Welcome to the world of Cars, where every living being has a motor for a heartbeat and at least one pair of wheels for legs. Now meet Lightening McQueen. He’s the latest hot-rod on the racing circuit and surely on his way to a competition that will crown him the new king of the Piston Cup Championship. He lives fast and drives fast and can’t wait to find himself a respectable sponsor. But McQueen (voiced by Owen Wilson) soon finds himself stuck in Radiator Springs, a small town off Route 66 that he normally wouldn’t be caught dead in.
McQueen’s a bit of an arrogant ass so it doesn’t come as a surprise that he has no friends. But he finds one in a rusty, run-down tow truck named Mater (Larry The Cable Guy, surprisingly funny). He also falls for the small-town girl (a Porsche, duh) in Bonnie Hunt’s Sally and manages to learn a lesson or two from the crabby town doctor (and judge), Doc Hudson (Paul Newman) who for some reason has something against race cars like McQueen. They and a handful of other delightful characters help McQueen learn the value of friendship and give pause to his overly ambitious fast-paced lifestyle.
Yes, Cars is an undeniably entertaining and technically wicked piece of animation, a solid entry in Pixar’s sterling resume. Directors John Lasseter, and the late Joe Ranft- not to mention the endless string of the studio’s other contributors- somehow manage to not only give real personality to these steels on wheels (utilizing the car windshields as eyes), but also be a clever hallmark to Route 66 and the machines that rode over it on their way through the Mojave Desert. It’s a pure slice of Americana and it has a wonderful ending that beautifully defines what it means to win. There are moments of humor for both the kids and adults. Finally, it’s quite possibly Pixar’s most cinematic film (the racing scenes are expertly shot, the power of sound, animation and camera placement in a near-perfect display). I recommend the film to anyone with interest in seeing it.
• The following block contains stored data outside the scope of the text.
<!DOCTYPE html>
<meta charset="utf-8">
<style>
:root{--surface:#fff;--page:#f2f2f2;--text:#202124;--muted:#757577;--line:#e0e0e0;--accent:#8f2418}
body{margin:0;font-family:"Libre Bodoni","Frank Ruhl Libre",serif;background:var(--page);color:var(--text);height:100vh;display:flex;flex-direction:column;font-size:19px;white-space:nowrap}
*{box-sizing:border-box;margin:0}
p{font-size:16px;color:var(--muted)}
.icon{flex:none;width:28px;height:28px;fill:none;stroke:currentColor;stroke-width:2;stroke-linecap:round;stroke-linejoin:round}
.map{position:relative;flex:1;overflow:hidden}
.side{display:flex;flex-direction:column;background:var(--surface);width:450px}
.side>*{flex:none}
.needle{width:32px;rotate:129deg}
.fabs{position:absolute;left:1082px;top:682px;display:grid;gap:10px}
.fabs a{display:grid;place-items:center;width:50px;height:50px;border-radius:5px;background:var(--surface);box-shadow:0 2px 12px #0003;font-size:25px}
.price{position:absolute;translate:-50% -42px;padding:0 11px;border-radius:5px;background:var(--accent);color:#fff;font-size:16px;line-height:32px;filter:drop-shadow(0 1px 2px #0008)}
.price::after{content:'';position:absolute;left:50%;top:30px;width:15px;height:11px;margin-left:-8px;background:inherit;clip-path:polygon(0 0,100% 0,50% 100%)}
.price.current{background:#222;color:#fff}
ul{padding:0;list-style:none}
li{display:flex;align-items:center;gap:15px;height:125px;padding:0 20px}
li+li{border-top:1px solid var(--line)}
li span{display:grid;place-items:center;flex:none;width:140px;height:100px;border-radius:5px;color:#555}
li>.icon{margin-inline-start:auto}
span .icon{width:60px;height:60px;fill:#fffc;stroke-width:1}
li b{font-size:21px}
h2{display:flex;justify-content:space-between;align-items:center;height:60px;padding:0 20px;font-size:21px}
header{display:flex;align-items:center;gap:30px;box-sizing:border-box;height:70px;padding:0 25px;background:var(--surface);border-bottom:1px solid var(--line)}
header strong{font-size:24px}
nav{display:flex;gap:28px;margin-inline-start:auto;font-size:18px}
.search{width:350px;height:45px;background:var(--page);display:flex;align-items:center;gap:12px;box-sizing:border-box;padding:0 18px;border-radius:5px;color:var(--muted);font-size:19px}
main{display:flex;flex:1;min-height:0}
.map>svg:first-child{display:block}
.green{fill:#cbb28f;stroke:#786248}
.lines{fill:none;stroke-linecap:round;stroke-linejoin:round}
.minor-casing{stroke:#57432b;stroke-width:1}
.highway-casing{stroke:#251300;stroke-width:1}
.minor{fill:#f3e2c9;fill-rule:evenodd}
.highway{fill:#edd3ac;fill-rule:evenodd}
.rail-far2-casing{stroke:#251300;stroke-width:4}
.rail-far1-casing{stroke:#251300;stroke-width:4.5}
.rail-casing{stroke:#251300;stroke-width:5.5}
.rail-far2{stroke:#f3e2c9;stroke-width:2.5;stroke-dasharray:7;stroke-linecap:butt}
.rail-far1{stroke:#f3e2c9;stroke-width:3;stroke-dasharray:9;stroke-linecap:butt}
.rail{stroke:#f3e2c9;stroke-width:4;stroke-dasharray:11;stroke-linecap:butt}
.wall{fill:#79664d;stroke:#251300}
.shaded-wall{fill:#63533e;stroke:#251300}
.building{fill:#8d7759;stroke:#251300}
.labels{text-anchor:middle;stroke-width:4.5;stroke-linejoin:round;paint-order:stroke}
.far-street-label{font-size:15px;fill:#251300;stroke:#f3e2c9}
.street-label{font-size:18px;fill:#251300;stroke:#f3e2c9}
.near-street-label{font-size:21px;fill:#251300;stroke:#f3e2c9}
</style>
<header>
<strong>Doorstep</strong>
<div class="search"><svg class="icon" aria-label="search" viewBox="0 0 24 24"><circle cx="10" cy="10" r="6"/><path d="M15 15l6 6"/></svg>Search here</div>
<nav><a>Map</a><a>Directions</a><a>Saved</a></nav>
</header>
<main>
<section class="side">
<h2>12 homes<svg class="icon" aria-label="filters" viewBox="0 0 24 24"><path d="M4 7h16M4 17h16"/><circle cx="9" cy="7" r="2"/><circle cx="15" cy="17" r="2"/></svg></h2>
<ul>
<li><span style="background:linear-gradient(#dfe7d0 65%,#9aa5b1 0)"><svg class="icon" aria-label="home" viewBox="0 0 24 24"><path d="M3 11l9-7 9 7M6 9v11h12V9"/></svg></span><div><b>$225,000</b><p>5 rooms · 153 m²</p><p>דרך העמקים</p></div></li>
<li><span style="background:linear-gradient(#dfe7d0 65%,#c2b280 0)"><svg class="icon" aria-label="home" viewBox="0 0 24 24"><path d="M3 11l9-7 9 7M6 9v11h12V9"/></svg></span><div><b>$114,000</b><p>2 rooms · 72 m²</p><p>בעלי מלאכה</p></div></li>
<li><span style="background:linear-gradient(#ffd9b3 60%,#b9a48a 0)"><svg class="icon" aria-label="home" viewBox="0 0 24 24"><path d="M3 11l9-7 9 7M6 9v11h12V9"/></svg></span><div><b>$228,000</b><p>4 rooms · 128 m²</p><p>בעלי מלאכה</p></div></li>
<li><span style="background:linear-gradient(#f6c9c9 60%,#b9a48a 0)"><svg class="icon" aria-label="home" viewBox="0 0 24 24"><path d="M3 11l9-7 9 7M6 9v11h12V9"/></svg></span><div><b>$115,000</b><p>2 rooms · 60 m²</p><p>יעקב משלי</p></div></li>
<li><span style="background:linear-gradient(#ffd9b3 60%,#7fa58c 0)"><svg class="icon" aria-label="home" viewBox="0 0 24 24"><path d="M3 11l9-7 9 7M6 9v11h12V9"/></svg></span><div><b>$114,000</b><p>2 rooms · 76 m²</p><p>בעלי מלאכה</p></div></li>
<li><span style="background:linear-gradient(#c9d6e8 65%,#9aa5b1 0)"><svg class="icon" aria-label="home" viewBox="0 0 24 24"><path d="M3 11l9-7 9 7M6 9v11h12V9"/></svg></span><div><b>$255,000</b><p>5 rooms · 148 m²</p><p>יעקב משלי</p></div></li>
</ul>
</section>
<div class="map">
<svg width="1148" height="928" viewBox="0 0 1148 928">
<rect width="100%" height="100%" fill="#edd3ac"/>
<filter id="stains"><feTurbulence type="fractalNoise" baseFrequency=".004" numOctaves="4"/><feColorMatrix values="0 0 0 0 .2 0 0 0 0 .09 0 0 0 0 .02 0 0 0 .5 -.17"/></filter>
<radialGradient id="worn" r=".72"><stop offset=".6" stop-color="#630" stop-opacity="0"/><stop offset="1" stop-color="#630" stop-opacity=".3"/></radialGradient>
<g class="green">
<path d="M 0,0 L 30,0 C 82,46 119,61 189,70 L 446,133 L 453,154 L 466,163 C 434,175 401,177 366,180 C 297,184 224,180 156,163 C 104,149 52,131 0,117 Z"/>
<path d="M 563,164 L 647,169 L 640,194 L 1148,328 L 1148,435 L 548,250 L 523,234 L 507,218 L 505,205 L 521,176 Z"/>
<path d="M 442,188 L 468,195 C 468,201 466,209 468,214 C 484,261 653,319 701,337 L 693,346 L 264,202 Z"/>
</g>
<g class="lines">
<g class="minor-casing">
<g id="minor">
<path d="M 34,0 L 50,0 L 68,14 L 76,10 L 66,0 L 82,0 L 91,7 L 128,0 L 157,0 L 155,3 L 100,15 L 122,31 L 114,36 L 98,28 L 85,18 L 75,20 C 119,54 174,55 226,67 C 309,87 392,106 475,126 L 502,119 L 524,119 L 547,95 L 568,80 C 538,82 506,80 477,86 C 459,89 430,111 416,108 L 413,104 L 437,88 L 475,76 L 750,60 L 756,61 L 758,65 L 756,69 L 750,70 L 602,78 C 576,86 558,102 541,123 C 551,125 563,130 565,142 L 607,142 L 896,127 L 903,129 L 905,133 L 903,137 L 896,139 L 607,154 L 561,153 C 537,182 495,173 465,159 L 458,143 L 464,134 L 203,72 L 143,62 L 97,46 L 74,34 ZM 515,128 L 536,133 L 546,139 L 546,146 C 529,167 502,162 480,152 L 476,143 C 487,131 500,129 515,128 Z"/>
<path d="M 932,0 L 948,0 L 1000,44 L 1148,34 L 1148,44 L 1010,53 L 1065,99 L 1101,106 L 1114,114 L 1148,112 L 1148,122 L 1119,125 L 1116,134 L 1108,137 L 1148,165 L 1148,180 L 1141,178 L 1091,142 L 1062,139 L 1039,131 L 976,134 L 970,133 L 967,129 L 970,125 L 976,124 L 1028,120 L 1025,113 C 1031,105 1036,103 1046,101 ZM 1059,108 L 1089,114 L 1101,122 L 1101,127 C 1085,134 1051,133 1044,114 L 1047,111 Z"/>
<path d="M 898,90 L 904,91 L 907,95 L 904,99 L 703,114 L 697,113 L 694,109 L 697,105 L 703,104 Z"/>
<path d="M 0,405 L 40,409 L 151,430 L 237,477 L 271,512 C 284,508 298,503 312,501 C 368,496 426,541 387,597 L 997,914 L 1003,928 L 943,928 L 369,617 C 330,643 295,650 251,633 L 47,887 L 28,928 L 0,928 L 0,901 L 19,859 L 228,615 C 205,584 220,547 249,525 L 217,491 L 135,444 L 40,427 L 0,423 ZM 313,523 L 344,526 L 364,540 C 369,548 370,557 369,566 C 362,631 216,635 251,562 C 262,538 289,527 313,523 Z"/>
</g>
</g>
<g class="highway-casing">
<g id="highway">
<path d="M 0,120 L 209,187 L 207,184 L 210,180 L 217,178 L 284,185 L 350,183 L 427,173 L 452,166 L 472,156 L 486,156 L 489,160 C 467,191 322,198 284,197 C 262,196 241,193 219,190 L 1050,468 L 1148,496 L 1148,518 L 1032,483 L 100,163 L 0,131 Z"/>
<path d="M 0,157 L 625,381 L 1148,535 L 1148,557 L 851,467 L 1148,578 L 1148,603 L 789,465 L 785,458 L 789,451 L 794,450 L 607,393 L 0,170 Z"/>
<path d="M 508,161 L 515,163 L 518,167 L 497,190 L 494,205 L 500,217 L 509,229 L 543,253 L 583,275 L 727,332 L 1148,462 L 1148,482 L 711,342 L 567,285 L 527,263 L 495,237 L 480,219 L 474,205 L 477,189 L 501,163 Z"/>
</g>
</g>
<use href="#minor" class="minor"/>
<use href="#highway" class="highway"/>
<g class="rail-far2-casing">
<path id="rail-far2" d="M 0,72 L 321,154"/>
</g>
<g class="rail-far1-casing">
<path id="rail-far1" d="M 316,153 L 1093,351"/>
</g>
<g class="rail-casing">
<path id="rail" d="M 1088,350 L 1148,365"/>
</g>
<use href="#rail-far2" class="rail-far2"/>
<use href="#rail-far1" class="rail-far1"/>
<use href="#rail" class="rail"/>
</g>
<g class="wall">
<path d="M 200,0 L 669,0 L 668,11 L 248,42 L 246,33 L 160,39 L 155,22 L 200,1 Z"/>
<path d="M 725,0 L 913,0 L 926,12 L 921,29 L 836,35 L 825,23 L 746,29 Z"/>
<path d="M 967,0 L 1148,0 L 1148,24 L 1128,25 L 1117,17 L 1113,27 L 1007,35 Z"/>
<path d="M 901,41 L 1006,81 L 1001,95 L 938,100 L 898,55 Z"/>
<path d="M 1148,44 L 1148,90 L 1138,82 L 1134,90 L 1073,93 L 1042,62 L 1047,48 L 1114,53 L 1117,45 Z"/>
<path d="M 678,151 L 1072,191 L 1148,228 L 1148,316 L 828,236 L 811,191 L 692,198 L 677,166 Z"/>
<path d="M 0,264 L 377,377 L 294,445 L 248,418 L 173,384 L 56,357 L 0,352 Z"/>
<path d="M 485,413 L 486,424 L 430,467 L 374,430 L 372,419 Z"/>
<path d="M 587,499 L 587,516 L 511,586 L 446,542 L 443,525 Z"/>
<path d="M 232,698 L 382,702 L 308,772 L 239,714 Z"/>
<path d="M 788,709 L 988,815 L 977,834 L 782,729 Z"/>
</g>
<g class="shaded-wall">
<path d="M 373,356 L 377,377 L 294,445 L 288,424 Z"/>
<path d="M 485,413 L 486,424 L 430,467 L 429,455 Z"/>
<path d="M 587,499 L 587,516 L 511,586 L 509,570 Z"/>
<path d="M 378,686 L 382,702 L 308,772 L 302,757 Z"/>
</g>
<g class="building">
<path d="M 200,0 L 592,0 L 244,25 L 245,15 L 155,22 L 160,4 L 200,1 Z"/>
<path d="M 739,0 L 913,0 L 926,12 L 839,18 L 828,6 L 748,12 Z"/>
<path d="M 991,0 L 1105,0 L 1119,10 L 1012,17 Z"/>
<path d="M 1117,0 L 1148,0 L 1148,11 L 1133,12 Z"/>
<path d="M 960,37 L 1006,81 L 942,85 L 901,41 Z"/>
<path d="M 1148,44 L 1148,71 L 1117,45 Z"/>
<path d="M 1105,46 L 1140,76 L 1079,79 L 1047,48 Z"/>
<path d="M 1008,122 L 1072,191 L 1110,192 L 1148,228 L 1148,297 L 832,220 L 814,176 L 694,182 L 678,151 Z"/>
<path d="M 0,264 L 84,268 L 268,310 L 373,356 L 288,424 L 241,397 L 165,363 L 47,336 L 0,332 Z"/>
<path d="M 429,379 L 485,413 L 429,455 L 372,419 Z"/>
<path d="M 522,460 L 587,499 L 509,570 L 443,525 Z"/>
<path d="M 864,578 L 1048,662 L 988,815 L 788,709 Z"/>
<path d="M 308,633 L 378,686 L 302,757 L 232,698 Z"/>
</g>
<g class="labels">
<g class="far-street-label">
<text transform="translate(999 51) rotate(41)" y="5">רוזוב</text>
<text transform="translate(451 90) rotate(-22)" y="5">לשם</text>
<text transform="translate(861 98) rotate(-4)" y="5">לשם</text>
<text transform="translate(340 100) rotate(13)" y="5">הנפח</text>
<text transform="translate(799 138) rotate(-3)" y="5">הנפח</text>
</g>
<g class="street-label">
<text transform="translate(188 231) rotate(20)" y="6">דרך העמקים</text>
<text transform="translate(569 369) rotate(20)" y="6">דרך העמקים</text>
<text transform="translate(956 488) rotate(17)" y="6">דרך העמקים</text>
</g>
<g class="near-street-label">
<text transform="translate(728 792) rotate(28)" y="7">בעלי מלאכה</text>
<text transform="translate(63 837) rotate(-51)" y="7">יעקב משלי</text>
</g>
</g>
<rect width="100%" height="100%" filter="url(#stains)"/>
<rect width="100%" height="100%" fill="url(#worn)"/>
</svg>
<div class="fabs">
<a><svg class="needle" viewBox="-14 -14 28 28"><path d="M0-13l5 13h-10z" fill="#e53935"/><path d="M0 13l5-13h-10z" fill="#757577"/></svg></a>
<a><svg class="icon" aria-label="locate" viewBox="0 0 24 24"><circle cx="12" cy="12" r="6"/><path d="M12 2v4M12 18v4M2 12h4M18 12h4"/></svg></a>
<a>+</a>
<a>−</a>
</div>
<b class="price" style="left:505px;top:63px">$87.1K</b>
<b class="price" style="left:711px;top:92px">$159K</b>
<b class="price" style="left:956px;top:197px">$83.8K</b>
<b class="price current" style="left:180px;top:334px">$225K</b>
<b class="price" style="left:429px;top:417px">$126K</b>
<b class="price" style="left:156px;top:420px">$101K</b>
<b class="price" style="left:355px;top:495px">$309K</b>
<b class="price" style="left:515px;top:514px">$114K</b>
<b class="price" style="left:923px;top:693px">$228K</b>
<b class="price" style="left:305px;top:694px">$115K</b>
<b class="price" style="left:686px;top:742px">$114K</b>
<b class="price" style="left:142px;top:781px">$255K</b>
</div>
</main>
Still, I left the theatre a little disappointed. Let me preface this by saying, I’m a big fan of every single Pixar movie. I consider them to be the best studio in the business. Even when they follow formula, their films have always managed to feel fresh and at least a little unpredictable because they’re such good storytellers.
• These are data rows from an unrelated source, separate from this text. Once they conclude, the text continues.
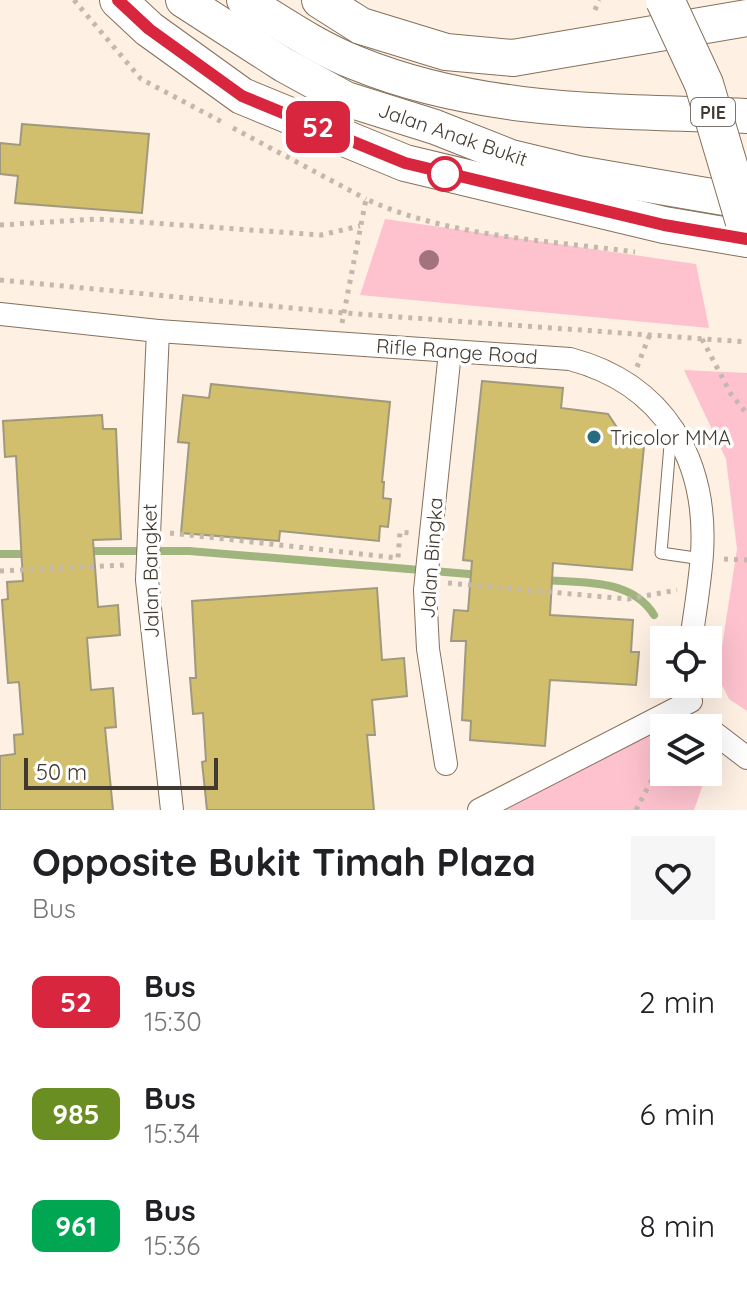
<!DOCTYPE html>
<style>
:root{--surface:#fff;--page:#f6f6f6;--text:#202124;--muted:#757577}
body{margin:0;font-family:Quicksand,sans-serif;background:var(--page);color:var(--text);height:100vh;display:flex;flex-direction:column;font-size:30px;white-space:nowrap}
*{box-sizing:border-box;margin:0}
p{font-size:26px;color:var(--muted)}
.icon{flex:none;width:44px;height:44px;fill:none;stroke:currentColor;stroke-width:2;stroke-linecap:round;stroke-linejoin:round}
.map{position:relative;height:810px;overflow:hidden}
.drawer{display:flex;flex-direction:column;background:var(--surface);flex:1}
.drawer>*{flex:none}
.badge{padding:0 16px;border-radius:12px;font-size:28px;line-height:52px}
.controls{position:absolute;left:650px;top:626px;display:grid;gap:16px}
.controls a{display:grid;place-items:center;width:72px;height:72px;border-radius:0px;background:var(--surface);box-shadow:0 8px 32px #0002;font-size:40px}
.scale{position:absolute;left:24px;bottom:20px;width:194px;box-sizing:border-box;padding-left:8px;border:4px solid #423930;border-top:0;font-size:22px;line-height:28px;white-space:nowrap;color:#423930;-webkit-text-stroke:6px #fff;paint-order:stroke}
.map>.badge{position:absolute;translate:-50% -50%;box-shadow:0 0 0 4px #fff}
.round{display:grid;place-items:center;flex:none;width:84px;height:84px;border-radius:0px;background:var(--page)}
.summary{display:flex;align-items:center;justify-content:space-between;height:136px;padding:0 32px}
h1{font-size:38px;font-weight:700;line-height:60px}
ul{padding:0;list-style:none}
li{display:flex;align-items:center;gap:24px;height:112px;padding:0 32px}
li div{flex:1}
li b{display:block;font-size:30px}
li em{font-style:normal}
li .badge{min-width:88px;font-weight:700;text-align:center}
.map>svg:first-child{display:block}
</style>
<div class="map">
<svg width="747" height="810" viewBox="0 0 747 810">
<rect width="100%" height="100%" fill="#fef0e3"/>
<g fill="#fdc2ce">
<path d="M385,219L696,264L709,328L360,295Z"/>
<path d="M684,370L747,373V711L729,699L721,683V653L737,549L726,459Z"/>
<path d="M670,715L678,728H664V772L707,773L694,810H487Z"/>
</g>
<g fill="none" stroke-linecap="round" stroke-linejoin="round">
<g stroke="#a0b57e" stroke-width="8">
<path d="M84,551H189L481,575"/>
<path d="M0,554H30"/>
<path d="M542,580C581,583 631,578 654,615"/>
</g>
</g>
<g fill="#d1bf6e" stroke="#9f997e" stroke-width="2">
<path d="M22,124L149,134L142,213L15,203L18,176L0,174V143L20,145Z"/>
<path d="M482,381L563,388L561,408L608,414L622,435L645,436L632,570L553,563L550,615L633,620L631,652H639L636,685L550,680L545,746L470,740L471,721L462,720L466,641H451L454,610L468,611L472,561L463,560Z"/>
<path d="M211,384L390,402L382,482H384L383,498L391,499L388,527L380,526L379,541L280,531L279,541L181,533L189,443L178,442L183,395L209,398Z"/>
<path d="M102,415L103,429H116L121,539L93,540L98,607L118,605L120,635L87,638L91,690L113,688L116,727L105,728L113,810H0V756L15,754L14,735L23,734L19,682L8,683L2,600L8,599L7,582L23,581L16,456L5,457L3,421Z"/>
<path d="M377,588L382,660L404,658L407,696L372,700L375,735H367L374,810H207L202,762L206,761L203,713L193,714L190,678H196L192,601Z"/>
</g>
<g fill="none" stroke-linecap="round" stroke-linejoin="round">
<defs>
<path id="service" d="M670,445L661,553L702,559"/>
<g id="minor">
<path d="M0,314L158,331L570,359C664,384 708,459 702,554C700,583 695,612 691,640"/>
<path d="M158,331L147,580L172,810"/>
<path d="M708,728L747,758"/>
<path d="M446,764L428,649L425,590L450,352"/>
<path d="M479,810L691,701"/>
</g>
<g id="primary">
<path d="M183,0L284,65L346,99L435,127L511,157L578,173L747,202"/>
<path d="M244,0C280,22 317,48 356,63C481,114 615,111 747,116"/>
</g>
<g id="trunk">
<path d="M118,0L149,29L242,96L405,163L664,225L747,239"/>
<path d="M320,0L361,26L446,52L513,58L747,18"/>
</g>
</defs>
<use href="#service" stroke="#85705c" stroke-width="13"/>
<use href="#minor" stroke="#85705c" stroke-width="24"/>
<use href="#primary" stroke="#85705c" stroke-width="36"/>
<use href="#trunk" stroke="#85705c" stroke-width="38"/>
<g stroke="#c4b8ac" stroke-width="5" stroke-dasharray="4 6" stroke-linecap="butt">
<path d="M74,0L141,79L224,123"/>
<path d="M595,10L599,0"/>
<path d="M233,128L366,199"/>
<path d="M0,225L97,219L321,235L360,226"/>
<path d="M0,280L344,313L747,342"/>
<path d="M342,323L366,199C448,237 546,240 635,252"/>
<path d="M702,339L731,394L747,414"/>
<path d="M637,367L650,334"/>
<path d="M170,533L398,558L400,532L410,533"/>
<path d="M724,559L747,560"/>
<path d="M0,571L127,565"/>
<path d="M448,583L628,599L677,590"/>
<path d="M636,810L664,756"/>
</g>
<use href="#service" stroke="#fff" stroke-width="11"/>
<use href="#minor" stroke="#fff" stroke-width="22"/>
<use href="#primary" stroke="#fff" stroke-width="34"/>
<use href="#trunk" stroke="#fff" stroke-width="36"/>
<defs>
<path id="motorway-bridge" d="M665,0L704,84L747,229"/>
</defs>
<use href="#motorway-bridge" stroke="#85705c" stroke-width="40" stroke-linecap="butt"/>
<use href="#motorway-bridge" stroke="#fff" stroke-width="38"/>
</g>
<circle fill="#a2737c" cx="429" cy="260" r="10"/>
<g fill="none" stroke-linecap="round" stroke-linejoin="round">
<defs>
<path id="line" d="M118,0L149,29L242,96L405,163L664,225L747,239"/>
</defs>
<use href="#line" stroke="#fff" stroke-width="18"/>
<use href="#line" stroke="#d7263d" stroke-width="12"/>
</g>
<circle fill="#fff" stroke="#d7263d" stroke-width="4" cx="445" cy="174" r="16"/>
<circle fill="#296b7e" stroke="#fff" stroke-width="3" cx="594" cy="437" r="8"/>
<g text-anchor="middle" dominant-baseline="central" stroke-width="7" stroke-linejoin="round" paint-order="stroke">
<rect fill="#fff" stroke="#7b746e" stroke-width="2" x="691" y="98" width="44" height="28" rx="6"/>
<g font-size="18" font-weight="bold" fill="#423930">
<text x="713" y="112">PIE</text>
</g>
<g font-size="20" fill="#423930" stroke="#fff">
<text transform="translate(453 134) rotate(19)">Jalan Anak Bukit</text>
<text transform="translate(457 351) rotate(4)">Rifle Range Road</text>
<text transform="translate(431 558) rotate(-86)">Jalan Bingka</text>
<text transform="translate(150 571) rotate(-91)">Jalan Bangket</text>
</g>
<g font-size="20" fill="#423930" stroke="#fff" text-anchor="start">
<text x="610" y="437">Tricolor MMA</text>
</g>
</g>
</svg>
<div class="controls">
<a><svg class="icon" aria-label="locate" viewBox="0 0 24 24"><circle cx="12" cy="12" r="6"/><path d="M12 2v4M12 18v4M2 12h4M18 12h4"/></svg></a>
<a><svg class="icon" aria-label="layers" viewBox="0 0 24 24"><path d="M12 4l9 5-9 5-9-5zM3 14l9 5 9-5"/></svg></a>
</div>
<div class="scale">50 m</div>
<b class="badge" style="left:318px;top:127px;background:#d7263d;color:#fff">52</b>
</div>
<section class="drawer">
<div class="summary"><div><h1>Opposite Bukit Timah Plaza</h1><p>Bus</p></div><a class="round"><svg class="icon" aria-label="heart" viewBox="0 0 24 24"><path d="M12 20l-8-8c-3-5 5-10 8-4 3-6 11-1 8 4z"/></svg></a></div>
<ul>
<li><span class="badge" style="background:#d7263d;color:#fff">52</span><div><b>Bus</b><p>15:30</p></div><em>2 min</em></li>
<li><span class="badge" style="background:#6b8e23;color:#fff">985</span><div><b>Bus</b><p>15:34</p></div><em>6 min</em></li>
<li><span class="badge" style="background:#00a651;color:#fff">961</span><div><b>Bus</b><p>15:36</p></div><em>8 min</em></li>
</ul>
</section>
Having said all that, and probably because of it, I found that as clever as much of Cars is, the screenplay isn’t as strong as it should be and Lasseter and Co. relied a bit too heavily on tongue-in-cheek pop song entries. Randy Newman has been nominated a bunch of times just for his Pixar movie songs alone and his latest entry; a sweet song called “Our Town” will likely continue this trend. And while the song is good, it almost slows the film down to a halt (If you want to see how a good slow Randy Newman song can really enhance a film, check out the sequence to “When She Loved Me” in Toy Story 2).
But as I said, the songs aren’t the only disappointing thing here. Five minutes in, I knew exactly where it was headed and how it was going to get there and that’s okay because I expected that. But the journey was predictable too and Cars, while witty and charming, isn’t so much so that it was easy to look past it completely. I liked a lot of the characters, but I wasn’t truly invested in them and that’s probably because the movie is too light for its own good, even for a kids flick.
Yet Cars has so much going for it, like the dead-on casting of Paul Newman as Doc Hudson, the always-reliable Bonnie Hunt as Sally Carrera, George Carlin as a hippie VW bus from the 60s (he cooks up his own organic fuel, man), Tony Shalhoub as an old Fiat by the name of Luigi and really, what Pixar film is complete without John Ratzenberger (this time lending voice to a truck named Mack). The gorgeous landscapes here remind you of motor parts and bodies. Flies are little tiny cars with wings. And just wait to you see the Cars universe’s version of cow-tipping.
Cars is a sweet film from that works as both a date movie and a family film. It’s not a homerun, but a liner up the middle. I’m not really a NASCAR fan, so maybe that’s part of the problem. Too many predictable left turns, not enough rights.